▸ **What you are asked to do**
Each line of the listing must be transcribed exactly, except for the images, which should be excluded.
————————
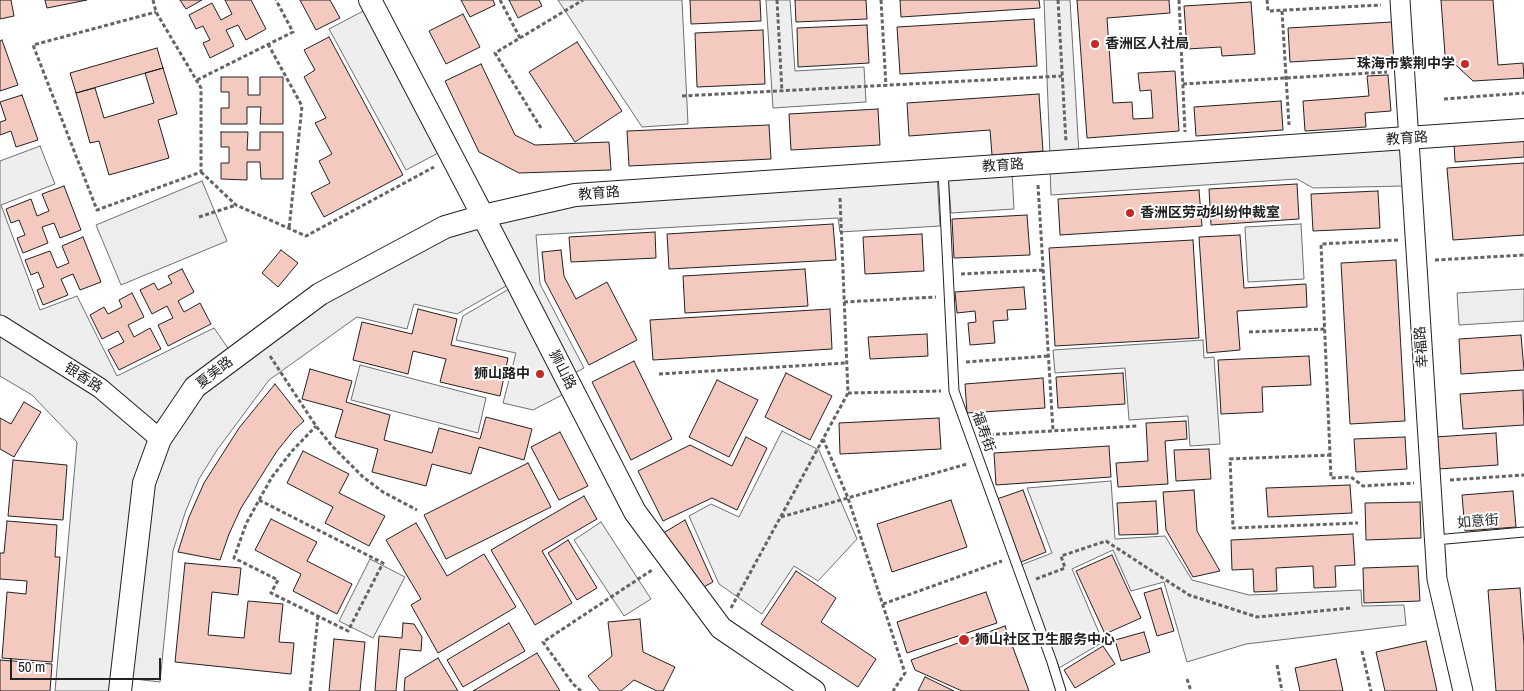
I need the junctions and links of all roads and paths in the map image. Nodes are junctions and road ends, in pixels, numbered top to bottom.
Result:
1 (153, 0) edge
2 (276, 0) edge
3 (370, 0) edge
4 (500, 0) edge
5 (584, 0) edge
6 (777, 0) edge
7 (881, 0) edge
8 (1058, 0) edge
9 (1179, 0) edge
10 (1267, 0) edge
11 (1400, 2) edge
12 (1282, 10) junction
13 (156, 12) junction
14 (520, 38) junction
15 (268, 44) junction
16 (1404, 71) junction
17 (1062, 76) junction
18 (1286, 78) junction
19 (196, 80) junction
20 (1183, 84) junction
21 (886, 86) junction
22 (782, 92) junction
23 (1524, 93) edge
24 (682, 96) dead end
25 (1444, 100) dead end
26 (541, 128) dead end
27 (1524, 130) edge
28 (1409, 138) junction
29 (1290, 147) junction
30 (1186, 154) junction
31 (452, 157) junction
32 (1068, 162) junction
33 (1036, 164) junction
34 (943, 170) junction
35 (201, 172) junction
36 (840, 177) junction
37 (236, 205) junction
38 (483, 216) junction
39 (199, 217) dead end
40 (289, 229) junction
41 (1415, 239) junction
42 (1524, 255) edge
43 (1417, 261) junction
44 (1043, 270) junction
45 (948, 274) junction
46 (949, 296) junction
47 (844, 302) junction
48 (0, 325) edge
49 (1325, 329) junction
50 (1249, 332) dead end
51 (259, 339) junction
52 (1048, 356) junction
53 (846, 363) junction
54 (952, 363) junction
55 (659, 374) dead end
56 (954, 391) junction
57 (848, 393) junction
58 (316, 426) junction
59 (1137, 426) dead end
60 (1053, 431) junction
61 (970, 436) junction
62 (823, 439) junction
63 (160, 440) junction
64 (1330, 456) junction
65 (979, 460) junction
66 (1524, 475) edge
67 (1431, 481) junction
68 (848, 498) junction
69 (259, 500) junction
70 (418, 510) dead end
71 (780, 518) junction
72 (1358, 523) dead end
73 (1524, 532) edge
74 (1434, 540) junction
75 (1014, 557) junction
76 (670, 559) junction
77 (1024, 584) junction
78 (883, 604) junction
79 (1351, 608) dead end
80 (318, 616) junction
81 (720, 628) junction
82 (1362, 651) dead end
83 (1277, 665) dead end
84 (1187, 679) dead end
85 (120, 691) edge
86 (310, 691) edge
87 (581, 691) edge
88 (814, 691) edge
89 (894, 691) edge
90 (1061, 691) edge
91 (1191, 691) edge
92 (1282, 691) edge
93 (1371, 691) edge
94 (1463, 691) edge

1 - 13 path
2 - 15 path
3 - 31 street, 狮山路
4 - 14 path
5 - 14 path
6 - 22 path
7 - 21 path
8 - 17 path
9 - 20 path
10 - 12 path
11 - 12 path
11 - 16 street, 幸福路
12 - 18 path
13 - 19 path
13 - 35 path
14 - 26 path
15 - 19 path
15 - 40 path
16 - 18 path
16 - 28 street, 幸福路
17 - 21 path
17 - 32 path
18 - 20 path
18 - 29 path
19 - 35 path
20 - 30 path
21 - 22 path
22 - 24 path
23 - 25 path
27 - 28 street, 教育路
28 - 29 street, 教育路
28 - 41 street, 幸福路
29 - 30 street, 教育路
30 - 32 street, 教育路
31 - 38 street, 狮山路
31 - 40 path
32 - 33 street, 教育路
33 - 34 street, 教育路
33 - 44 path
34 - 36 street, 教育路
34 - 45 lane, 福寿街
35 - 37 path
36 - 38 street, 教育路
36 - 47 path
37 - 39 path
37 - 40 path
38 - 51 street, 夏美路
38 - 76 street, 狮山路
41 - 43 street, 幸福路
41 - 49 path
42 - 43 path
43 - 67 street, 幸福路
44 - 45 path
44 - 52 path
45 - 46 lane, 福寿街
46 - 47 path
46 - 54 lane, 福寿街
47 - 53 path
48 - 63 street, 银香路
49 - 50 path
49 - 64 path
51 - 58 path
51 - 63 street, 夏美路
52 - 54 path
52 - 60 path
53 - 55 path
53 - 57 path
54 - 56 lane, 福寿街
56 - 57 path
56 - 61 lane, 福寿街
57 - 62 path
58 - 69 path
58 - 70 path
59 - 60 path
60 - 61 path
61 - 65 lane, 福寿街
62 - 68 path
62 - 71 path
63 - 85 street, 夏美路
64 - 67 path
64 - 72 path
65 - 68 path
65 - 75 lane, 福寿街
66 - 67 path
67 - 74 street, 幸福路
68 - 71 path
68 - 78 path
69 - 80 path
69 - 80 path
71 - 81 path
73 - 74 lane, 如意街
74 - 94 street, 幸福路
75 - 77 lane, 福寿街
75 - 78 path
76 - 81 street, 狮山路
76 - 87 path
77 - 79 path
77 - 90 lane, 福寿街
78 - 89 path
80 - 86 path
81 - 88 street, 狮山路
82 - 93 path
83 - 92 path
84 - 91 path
————————
▸ **Exercise solution**
I need the junctions and links of all roads and paths in the map image. Nodes are junctions and road ends, in pixels, numbered top to bottom.
Result:
1 (153, 0) edge
2 (276, 0) edge
3 (370, 0) edge
4 (500, 0) edge
5 (584, 0) edge
6 (777, 0) edge
7 (881, 0) edge
8 (1058, 0) edge
9 (1179, 0) edge
10 (1267, 0) edge
11 (1400, 2) edge
12 (1282, 10) junction
13 (156, 12) junction
14 (520, 38) junction
15 (268, 44) junction
16 (1404, 71) junction
17 (1062, 76) junction
18 (1286, 78) junction
19 (196, 80) junction
20 (1183, 84) junction
21 (886, 86) junction
22 (782, 92) junction
23 (1524, 93) edge
24 (682, 96) dead end
25 (1444, 100) dead end
26 (541, 128) dead end
27 (1524, 130) edge
28 (1409, 138) junction
29 (1290, 147) junction
30 (1186, 154) junction
31 (452, 157) junction
32 (1068, 162) junction
33 (1036, 164) junction
34 (943, 170) junction
35 (201, 172) junction
36 (840, 177) junction
37 (236, 205) junction
38 (483, 216) junction
39 (199, 217) dead end
40 (289, 229) junction
41 (1415, 239) junction
42 (1524, 255) edge
43 (1417, 261) junction
44 (1043, 270) junction
45 (948, 274) junction
46 (949, 296) junction
47 (844, 302) junction
48 (0, 325) edge
49 (1325, 329) junction
50 (1249, 332) dead end
51 (259, 339) junction
52 (1048, 356) junction
53 (846, 363) junction
54 (952, 363) junction
55 (659, 374) dead end
56 (954, 391) junction
57 (848, 393) junction
58 (316, 426) junction
59 (1137, 426) dead end
60 (1053, 431) junction
61 (970, 436) junction
62 (823, 439) junction
63 (160, 440) junction
64 (1330, 456) junction
65 (979, 460) junction
66 (1524, 475) edge
67 (1431, 481) junction
68 (848, 498) junction
69 (259, 500) junction
70 (418, 510) dead end
71 (780, 518) junction
72 (1358, 523) dead end
73 (1524, 532) edge
74 (1434, 540) junction
75 (1014, 557) junction
76 (670, 559) junction
77 (1024, 584) junction
78 (883, 604) junction
79 (1351, 608) dead end
80 (318, 616) junction
81 (720, 628) junction
82 (1362, 651) dead end
83 (1277, 665) dead end
84 (1187, 679) dead end
85 (120, 691) edge
86 (310, 691) edge
87 (581, 691) edge
88 (814, 691) edge
89 (894, 691) edge
90 (1061, 691) edge
91 (1191, 691) edge
92 (1282, 691) edge
93 (1371, 691) edge
94 (1463, 691) edge

1 - 13 path
2 - 15 path
3 - 31 street, 狮山路
4 - 14 path
5 - 14 path
6 - 22 path
7 - 21 path
8 - 17 path
9 - 20 path
10 - 12 path
11 - 12 path
11 - 16 street, 幸福路
12 - 18 path
13 - 19 path
13 - 35 path
14 - 26 path
15 - 19 path
15 - 40 path
16 - 18 path
16 - 28 street, 幸福路
17 - 21 path
17 - 32 path
18 - 20 path
18 - 29 path
19 - 35 path
20 - 30 path
21 - 22 path
22 - 24 path
23 - 25 path
27 - 28 street, 教育路
28 - 29 street, 教育路
28 - 41 street, 幸福路
29 - 30 street, 教育路
30 - 32 street, 教育路
31 - 38 street, 狮山路
31 - 40 path
32 - 33 street, 教育路
33 - 34 street, 教育路
33 - 44 path
34 - 36 street, 教育路
34 - 45 lane, 福寿街
35 - 37 path
36 - 38 street, 教育路
36 - 47 path
37 - 39 path
37 - 40 path
38 - 51 street, 夏美路
38 - 76 street, 狮山路
41 - 43 street, 幸福路
41 - 49 path
42 - 43 path
43 - 67 street, 幸福路
44 - 45 path
44 - 52 path
45 - 46 lane, 福寿街
46 - 47 path
46 - 54 lane, 福寿街
47 - 53 path
48 - 63 street, 银香路
49 - 50 path
49 - 64 path
51 - 58 path
51 - 63 street, 夏美路
52 - 54 path
52 - 60 path
53 - 55 path
53 - 57 path
54 - 56 lane, 福寿街
56 - 57 path
56 - 61 lane, 福寿街
57 - 62 path
58 - 69 path
58 - 70 path
59 - 60 path
60 - 61 path
61 - 65 lane, 福寿街
62 - 68 path
62 - 71 path
63 - 85 street, 夏美路
64 - 67 path
64 - 72 path
65 - 68 path
65 - 75 lane, 福寿街
66 - 67 path
67 - 74 street, 幸福路
68 - 71 path
68 - 78 path
69 - 80 path
69 - 80 path
71 - 81 path
73 - 74 lane, 如意街
74 - 94 street, 幸福路
75 - 77 lane, 福寿街
75 - 78 path
76 - 81 street, 狮山路
76 - 87 path
77 - 79 path
77 - 90 lane, 福寿街
78 - 89 path
80 - 86 path
81 - 88 street, 狮山路
82 - 93 path
83 - 92 path
84 - 91 path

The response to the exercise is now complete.